▶ _What is being asked_
Any images in the material are to be dropped while every line is retyped exactly.

+++ Records supplied

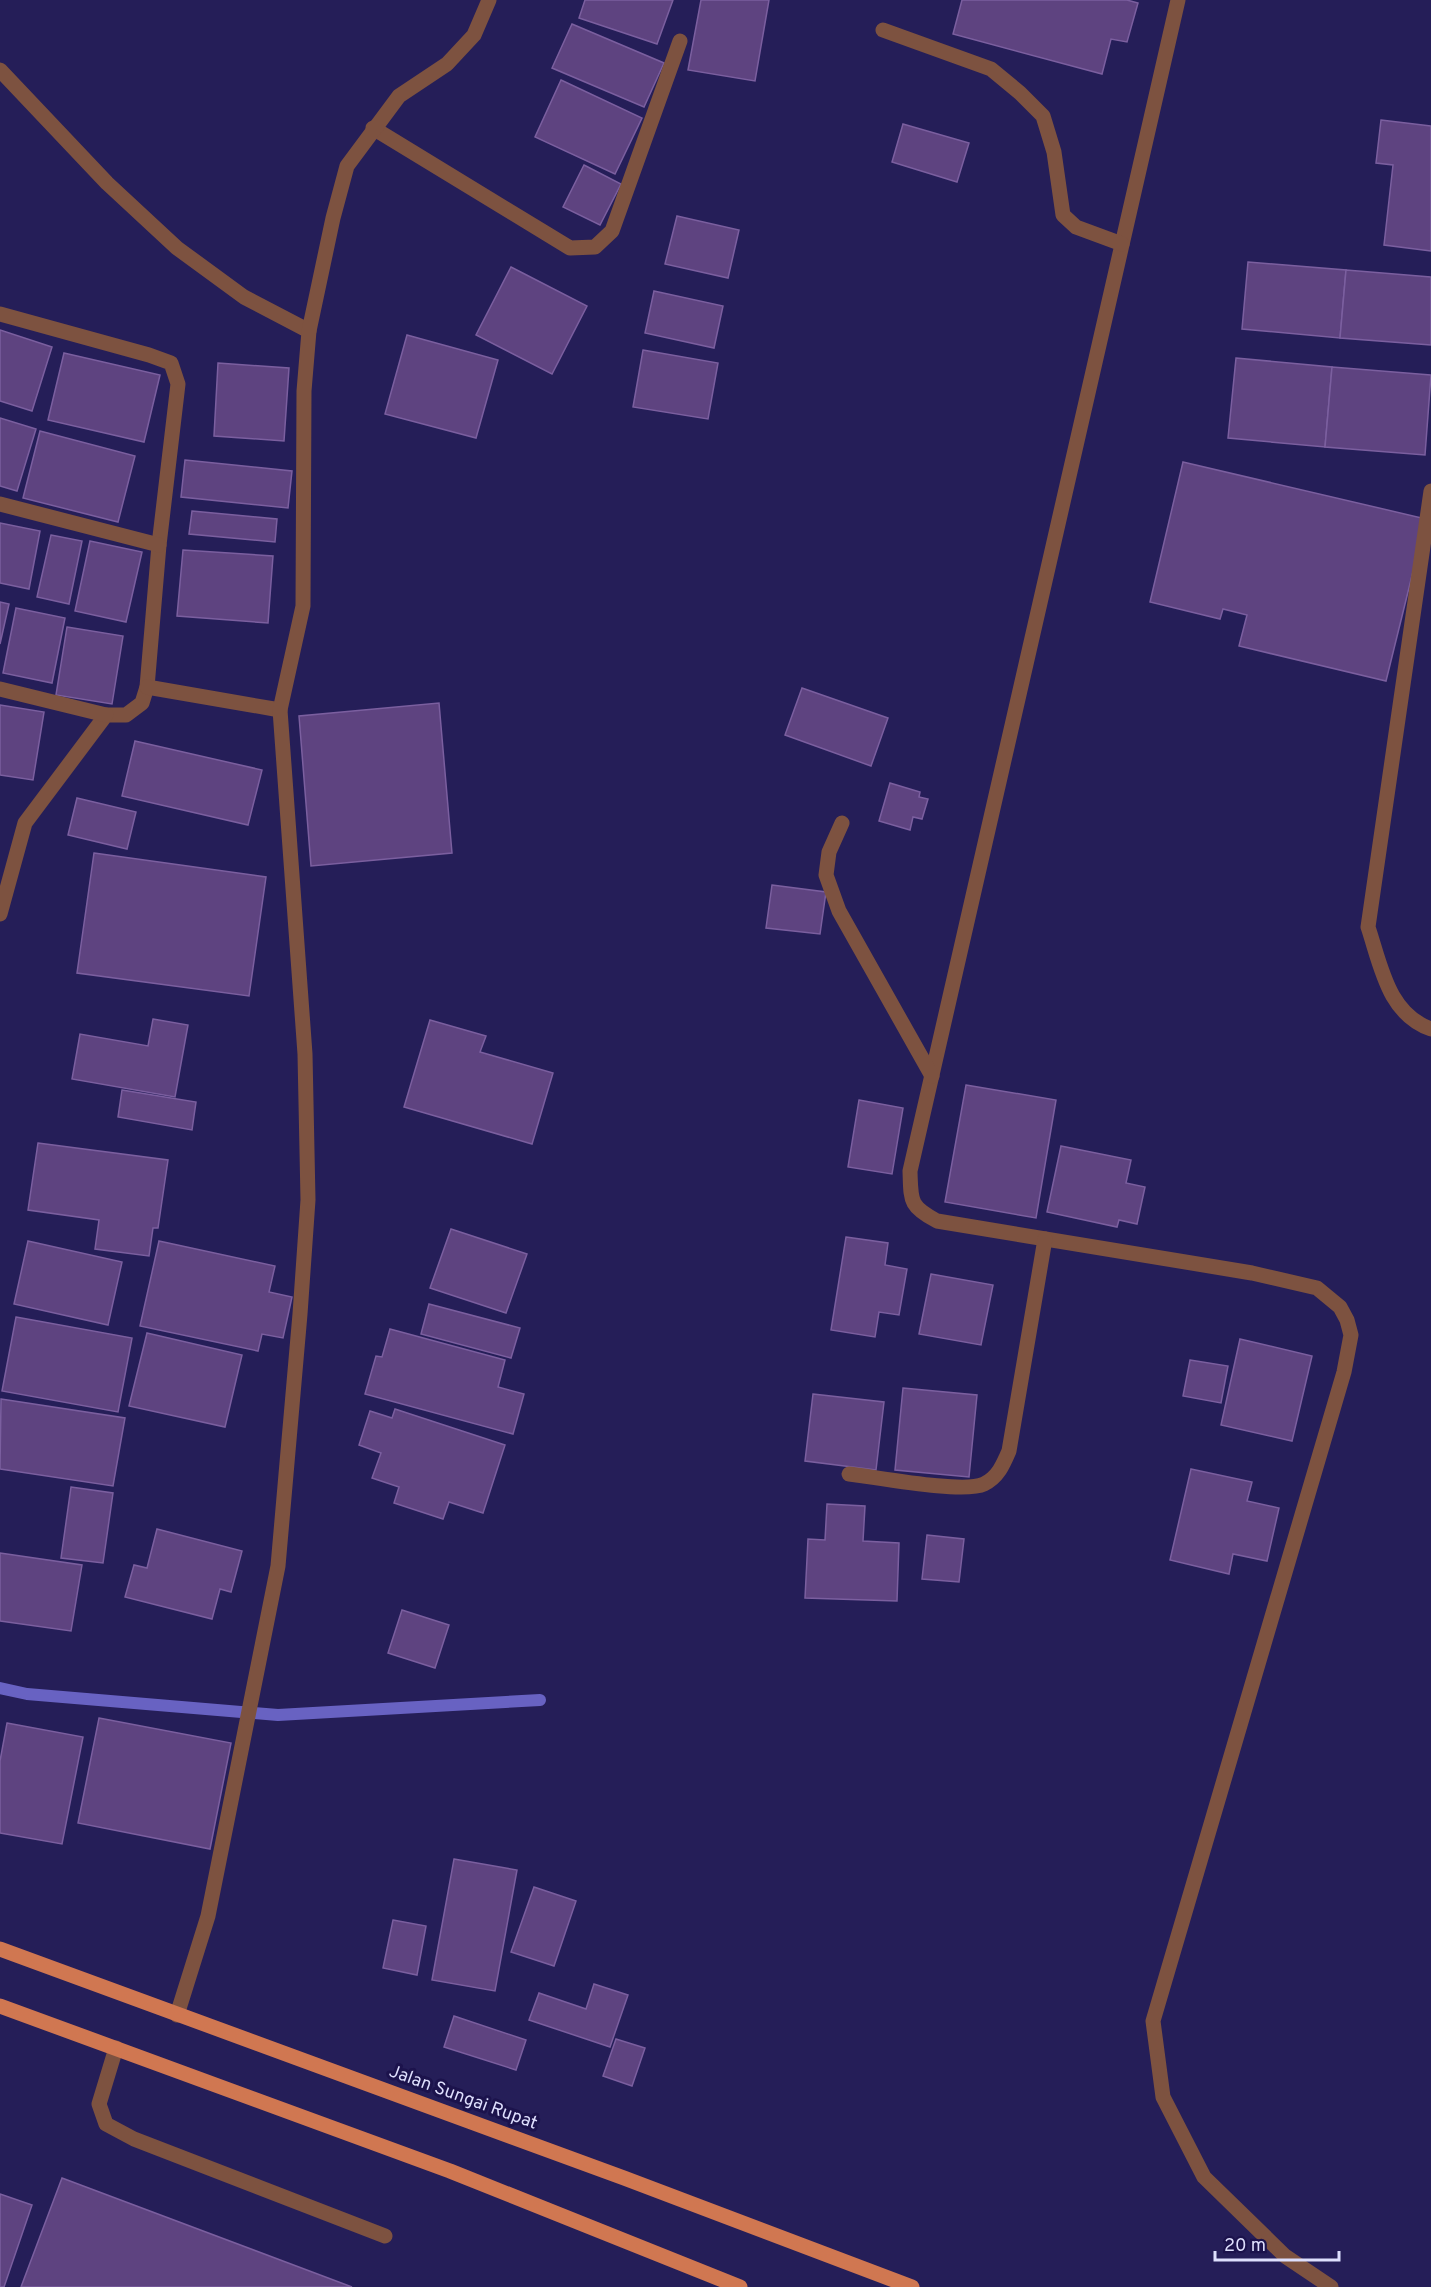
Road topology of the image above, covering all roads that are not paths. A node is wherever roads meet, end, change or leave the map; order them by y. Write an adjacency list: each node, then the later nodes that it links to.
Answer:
1 (489, 0): 6 (street)
2 (1178, 0): 7 (street)
3 (883, 30): 7 (street)
4 (680, 41): 6 (street)
5 (0, 70): 9 (street)
6 (373, 128): 9 (street)
7 (1122, 244): 20 (street)
8 (0, 314): 12 (street)
9 (309, 332): 15 (street)
10 (1431, 491): 19 (street)
11 (0, 504): 12 (street)
12 (159, 545): 13 (street)
13 (147, 687): 15 (street); 16 (street)
14 (0, 689): 16 (street)
15 (280, 710): 25 (street)
16 (106, 715): 18 (street)
17 (842, 823): 20 (street)
18 (0, 914)
19 (1431, 1029)
20 (932, 1077): 21 (street)
21 (1045, 1239): 22 (street); 30 (street)
22 (849, 1474)
23 (0, 1949): 25 (main road, Jalan Sungai Rupat)
24 (0, 2006): 26 (main road)
25 (177, 2015): 29 (main road, Jalan Sungai Rupat)
26 (116, 2048): 27 (street); 28 (main road)
27 (385, 2236)
28 (740, 2287)
29 (912, 2287)
30 (1330, 2287)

++++++

▶ _Task answer_
Road topology of the image above, covering all roads that are not paths. A node is wherever roads meet, end, change or leave the map; order them by y. Write an adjacency list: each node, then the later nodes that it links to.
Answer:
1 (489, 0): 6 (street)
2 (1178, 0): 7 (street)
3 (883, 30): 7 (street)
4 (680, 41): 6 (street)
5 (0, 70): 9 (street)
6 (373, 128): 9 (street)
7 (1122, 244): 20 (street)
8 (0, 314): 12 (street)
9 (309, 332): 15 (street)
10 (1431, 491): 19 (street)
11 (0, 504): 12 (street)
12 (159, 545): 13 (street)
13 (147, 687): 15 (street); 16 (street)
14 (0, 689): 16 (street)
15 (280, 710): 25 (street)
16 (106, 715): 18 (street)
17 (842, 823): 20 (street)
18 (0, 914)
19 (1431, 1029)
20 (932, 1077): 21 (street)
21 (1045, 1239): 22 (street); 30 (street)
22 (849, 1474)
23 (0, 1949): 25 (main road, Jalan Sungai Rupat)
24 (0, 2006): 26 (main road)
25 (177, 2015): 29 (main road, Jalan Sungai Rupat)
26 (116, 2048): 27 (street); 28 (main road)
27 (385, 2236)
28 (740, 2287)
29 (912, 2287)
30 (1330, 2287)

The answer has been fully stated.